Publié le 25 janvier 2015 par Malesherbes

Il y a déjà plus de deux ans, ici, j’avais exprimé ma conviction qu’il était illusoire de parler de volontariat pour des salariés, à partir en particulier d’un exemple où j’avais découvert la notion de volontariat tacite. L’annonce de 800 départs volontaires chez Air France a ramené en ma mémoire un souvenir de la même époque. Avant de le narrer, il convient de rappeler quelques données sur la gestion des entreprises.

Celle-ci implique de surveiller plusieurs indicateurs. Le ratio préféré des dirigeants me semble être le rapport des dépenses au chiffre d’affaires. On comprend aisément que, pour permettre la pérennité de l’entreprise, celui-ci doit être inférieur à un. Mais la motivation principale, sinon unique, de certains dirigeants, étant d’obtenir le profit maximum, ceux-ci s’efforcent de réduire ce ratio le plus possible. Or, il est deux manières de baisser la valeur d’une fraction : augmenter le dénominateur ou diminuer le numérateur. Il me semble qu’un véritable entrepreneur s’appliquerait à maximiser le chiffre d’affaires. Mais comme il est plus simple de réduire les dépenses et plus immédiat de diminuer la masse salariale, c’est souvent cette option qui est retenue.

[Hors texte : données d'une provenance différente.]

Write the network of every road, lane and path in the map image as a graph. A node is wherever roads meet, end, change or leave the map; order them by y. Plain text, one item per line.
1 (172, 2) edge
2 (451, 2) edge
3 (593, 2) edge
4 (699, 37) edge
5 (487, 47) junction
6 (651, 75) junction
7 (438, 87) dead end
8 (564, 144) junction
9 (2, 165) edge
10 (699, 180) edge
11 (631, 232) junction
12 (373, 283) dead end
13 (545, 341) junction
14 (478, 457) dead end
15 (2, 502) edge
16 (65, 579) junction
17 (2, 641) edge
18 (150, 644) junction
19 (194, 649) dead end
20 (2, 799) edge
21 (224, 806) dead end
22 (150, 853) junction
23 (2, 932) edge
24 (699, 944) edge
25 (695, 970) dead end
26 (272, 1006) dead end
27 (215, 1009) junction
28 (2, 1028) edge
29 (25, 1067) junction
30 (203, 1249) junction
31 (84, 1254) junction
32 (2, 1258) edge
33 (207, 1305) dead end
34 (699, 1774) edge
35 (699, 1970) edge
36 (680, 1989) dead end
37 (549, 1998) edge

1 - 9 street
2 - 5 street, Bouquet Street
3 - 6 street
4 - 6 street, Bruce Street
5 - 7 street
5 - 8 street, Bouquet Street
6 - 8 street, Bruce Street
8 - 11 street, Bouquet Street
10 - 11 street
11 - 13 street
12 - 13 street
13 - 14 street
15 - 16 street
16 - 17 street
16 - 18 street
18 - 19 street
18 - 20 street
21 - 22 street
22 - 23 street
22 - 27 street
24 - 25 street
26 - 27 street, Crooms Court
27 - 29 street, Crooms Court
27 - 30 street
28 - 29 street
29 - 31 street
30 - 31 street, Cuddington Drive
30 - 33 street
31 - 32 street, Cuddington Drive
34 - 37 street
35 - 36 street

Il y a plus de vingt ans, l’entreprise qui m’employait mit en place un plan de départs volontaires. Cela consista à définir une cible des salariés concernés, en fonction de l’âge, de l’ancienneté, de la fonction, à les appâter avec des conditions de départ présentées comme favorables puis à publier ce plan. Comme je faisais partie des personnes ainsi éligibles à ce départ, mon manager s’étonna de l’absence de ma candidature avant de me demander, pour aider à la réalisation d’un de ses objectifs, de m’inscrire à ce si bénéfique sweepstake, certifiant que cela ne m’engageait à rien. Ce qui fut exact.

Puis ce premier plan fut suivi d’autres, avec à chaque fois des dédommagements qui, comparés à un salaire mensuel, apparaissaient comme un pactole mais qui, parfois, n’étaient qu’un pécule. Et c’est là que la notion de volontariat prit une saveur très particulière. Un de mes collègues, qui ne s’était pas déclaré séduit par le plan de départ annoncé, entendit alors son manager lui déclarer : « Tu sais, ce sont là des conditions très avantageuses et on ne sait pas si, dans le futur, les nouveaux partants pourront bénéficier des mêmes. Si la situation s’aggrave, il se  pourrait même que l’entreprise soit obligée de recourir à des licenciements et ta fonction comme ta performance pourraient rendre ta position inconfortable ». Cet infortuné, comme d’autres alors, comprit qu’il urgeait de se déclarer volontaire.

Un nouveau pas fut franchi quelque temps plus tard quand, de plus en plus de managers répugnant à tenir des discours de ce genre, on décida de les garder totalement à l’écart de ce processus, à tel point qu’ils ignoraient lesquels, parmi leur effectif, étaient visés par la grande faux. On confia alors l’élagage à la DRH. Autrefois, ce sigle désignait la direction des relations humaines. Le terme relation étant devenu gênant, pensez donc, un lien entre des individus, on lui substitua celui de ressource, ravalant ainsi l’homme au rang d’une machine, d’une matière première ou d’un fluide industriel. La DRH fut parfaite.

Allez, bonne chance aux futurs volontaires d’Air France.